No sooner had the War of 1812 been concluded with Great Britain than Congress moved to resolve an ongoing problem posed by the Barbary States of Tunis, Tripoli, and Algiers. Like most chief maritime nations, the United States had treaties with these North African states, exchanging an annual payment for the North Africans’ restraint from preying on U.S. commerce. An earlier war with the Barbary States (1801–1805) had concluded with a payment of ransom to liberate all American prisoners, but it had not completely stopped the North Africans’ predations.

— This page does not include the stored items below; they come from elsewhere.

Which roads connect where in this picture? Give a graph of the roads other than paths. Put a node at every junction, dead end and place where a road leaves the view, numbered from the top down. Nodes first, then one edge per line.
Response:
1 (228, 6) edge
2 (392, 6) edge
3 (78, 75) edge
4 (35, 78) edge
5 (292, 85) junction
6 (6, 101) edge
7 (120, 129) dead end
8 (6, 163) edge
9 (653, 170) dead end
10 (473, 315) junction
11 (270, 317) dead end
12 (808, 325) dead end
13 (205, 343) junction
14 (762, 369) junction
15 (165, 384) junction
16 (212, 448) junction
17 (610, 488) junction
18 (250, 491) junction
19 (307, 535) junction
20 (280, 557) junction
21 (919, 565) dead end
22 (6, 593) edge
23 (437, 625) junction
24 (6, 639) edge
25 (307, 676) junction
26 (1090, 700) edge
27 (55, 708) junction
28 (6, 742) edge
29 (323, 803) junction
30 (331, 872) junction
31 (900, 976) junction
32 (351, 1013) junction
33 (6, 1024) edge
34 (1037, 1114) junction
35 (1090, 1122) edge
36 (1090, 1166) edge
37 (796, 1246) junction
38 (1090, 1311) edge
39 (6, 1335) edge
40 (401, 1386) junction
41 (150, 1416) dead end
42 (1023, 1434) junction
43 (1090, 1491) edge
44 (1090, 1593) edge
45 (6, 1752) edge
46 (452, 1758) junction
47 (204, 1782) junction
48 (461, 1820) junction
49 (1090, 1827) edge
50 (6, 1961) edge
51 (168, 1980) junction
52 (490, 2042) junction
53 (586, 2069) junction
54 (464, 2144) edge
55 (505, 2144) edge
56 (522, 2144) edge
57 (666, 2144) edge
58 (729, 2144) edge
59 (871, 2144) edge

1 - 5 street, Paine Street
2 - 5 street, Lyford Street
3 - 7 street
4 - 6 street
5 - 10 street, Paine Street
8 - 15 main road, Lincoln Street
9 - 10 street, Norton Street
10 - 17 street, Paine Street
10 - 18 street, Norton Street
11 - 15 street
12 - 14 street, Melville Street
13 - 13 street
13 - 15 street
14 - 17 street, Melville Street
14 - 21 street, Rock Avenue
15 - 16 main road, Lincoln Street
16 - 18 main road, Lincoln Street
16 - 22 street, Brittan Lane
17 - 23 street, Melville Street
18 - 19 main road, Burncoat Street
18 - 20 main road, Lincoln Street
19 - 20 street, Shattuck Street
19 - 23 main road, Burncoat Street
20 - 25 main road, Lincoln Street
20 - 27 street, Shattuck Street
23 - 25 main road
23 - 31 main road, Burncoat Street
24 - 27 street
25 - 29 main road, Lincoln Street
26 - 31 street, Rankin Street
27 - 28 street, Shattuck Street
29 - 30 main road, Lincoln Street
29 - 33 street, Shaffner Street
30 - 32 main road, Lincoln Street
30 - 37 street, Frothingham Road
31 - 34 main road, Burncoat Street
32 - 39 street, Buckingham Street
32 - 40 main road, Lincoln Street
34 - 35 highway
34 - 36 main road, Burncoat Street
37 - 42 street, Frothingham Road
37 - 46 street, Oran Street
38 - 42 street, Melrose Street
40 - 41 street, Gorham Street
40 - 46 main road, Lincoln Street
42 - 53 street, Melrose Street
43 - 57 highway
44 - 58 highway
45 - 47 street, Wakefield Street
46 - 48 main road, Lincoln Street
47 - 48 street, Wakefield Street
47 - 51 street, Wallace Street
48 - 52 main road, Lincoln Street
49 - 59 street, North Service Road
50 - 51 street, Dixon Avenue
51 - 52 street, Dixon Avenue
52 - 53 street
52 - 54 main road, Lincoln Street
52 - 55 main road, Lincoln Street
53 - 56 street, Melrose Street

As soon as the War of 1812 had commenced, the Barbary States realized that America would be fully engaged with the British, and a letter from the Prince Regent assured Dey Ali of Algiers that he could count on British support for any action taken against “enemies of Great Britain.” So Dey Ali unilaterally abrogated the treaties and resumed capturing American vessels.79

England had long tolerated the Barbary powers, hoping that their predations in the Mediterranean would check the maritime growth of smaller European states, as well as that of the United States. In his Observations on the Commerce of the American States (1783), Lord John Sheffield recommended:

It is not probable that the American States will have a very free trade in the Mediterranean; it will not be the interest of any of the great maritime powers to protect them from the Barbary States. If they know their interests, they will not encourage the Americans to be carriers. That the Barbary States are advantageous to the maritime powers is certain. If they were suppressed, the little States of Italy, etc. would have much more of the carrying trade. The armed neutrality would be as hurtful to the great maritime powers as the Barbary States are useful. The Americans cannot protect themselves from the latter; they cannot pretend to a navy.80

Lord Sheffield may have been right about the state of the American navy in 1783 when he wrote, but not about Stockton's navy in 1815. On the second of March, 1815, Congress decided they could protect themselves quite well and so declared war against Algiers.